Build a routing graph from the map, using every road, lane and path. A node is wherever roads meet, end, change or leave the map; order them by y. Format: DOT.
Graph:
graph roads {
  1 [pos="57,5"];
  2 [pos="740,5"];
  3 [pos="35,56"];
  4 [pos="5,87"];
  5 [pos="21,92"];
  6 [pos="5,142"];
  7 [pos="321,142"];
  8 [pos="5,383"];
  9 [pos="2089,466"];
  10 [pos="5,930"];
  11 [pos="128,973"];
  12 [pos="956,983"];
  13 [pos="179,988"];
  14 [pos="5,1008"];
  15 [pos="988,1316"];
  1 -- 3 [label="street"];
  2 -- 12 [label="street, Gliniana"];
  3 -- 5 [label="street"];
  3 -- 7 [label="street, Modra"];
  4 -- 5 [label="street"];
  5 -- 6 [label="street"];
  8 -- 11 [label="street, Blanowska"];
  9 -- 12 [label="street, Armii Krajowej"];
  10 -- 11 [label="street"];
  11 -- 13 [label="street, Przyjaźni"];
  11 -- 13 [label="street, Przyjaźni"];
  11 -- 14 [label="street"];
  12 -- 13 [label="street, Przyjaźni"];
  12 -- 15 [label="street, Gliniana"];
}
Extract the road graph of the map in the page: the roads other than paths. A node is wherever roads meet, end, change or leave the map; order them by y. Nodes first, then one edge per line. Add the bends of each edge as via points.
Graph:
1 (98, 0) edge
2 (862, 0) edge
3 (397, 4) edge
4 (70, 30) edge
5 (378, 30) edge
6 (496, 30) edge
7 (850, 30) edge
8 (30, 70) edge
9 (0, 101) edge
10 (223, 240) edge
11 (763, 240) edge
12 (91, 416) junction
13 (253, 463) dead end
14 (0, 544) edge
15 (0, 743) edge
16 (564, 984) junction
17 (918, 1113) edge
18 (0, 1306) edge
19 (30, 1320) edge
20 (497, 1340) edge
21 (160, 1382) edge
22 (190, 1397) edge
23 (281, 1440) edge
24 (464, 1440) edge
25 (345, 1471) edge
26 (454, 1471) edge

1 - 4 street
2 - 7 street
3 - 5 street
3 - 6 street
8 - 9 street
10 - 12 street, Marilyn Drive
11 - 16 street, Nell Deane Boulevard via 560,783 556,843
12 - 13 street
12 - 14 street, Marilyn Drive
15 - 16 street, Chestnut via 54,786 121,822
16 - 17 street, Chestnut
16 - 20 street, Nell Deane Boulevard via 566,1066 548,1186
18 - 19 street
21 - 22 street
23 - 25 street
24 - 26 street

++++++++

● **What is expected**: Copy every record above exactly as it stands.

● **Problem solution**:
Build a routing graph from the map, using every road, lane and path. A node is wherever roads meet, end, change or leave the map; order them by y. Format: DOT.
Graph:
graph roads {
  1 [pos="57,5"];
  2 [pos="740,5"];
  3 [pos="35,56"];
  4 [pos="5,87"];
  5 [pos="21,92"];
  6 [pos="5,142"];
  7 [pos="321,142"];
  8 [pos="5,383"];
  9 [pos="2089,466"];
  10 [pos="5,930"];
  11 [pos="128,973"];
  12 [pos="956,983"];
  13 [pos="179,988"];
  14 [pos="5,1008"];
  15 [pos="988,1316"];
  1 -- 3 [label="street"];
  2 -- 12 [label="street, Gliniana"];
  3 -- 5 [label="street"];
  3 -- 7 [label="street, Modra"];
  4 -- 5 [label="street"];
  5 -- 6 [label="street"];
  8 -- 11 [label="street, Blanowska"];
  9 -- 12 [label="street, Armii Krajowej"];
  10 -- 11 [label="street"];
  11 -- 13 [label="street, Przyjaźni"];
  11 -- 13 [label="street, Przyjaźni"];
  11 -- 14 [label="street"];
  12 -- 13 [label="street, Przyjaźni"];
  12 -- 15 [label="street, Gliniana"];
}
Extract the road graph of the map in the page: the roads other than paths. A node is wherever roads meet, end, change or leave the map; order them by y. Nodes first, then one edge per line. Add the bends of each edge as via points.
Graph:
1 (98, 0) edge
2 (862, 0) edge
3 (397, 4) edge
4 (70, 30) edge
5 (378, 30) edge
6 (496, 30) edge
7 (850, 30) edge
8 (30, 70) edge
9 (0, 101) edge
10 (223, 240) edge
11 (763, 240) edge
12 (91, 416) junction
13 (253, 463) dead end
14 (0, 544) edge
15 (0, 743) edge
16 (564, 984) junction
17 (918, 1113) edge
18 (0, 1306) edge
19 (30, 1320) edge
20 (497, 1340) edge
21 (160, 1382) edge
22 (190, 1397) edge
23 (281, 1440) edge
24 (464, 1440) edge
25 (345, 1471) edge
26 (454, 1471) edge

1 - 4 street
2 - 7 street
3 - 5 street
3 - 6 street
8 - 9 street
10 - 12 street, Marilyn Drive
11 - 16 street, Nell Deane Boulevard via 560,783 556,843
12 - 13 street
12 - 14 street, Marilyn Drive
15 - 16 street, Chestnut via 54,786 121,822
16 - 17 street, Chestnut
16 - 20 street, Nell Deane Boulevard via 566,1066 548,1186
18 - 19 street
21 - 22 street
23 - 25 street
24 - 26 street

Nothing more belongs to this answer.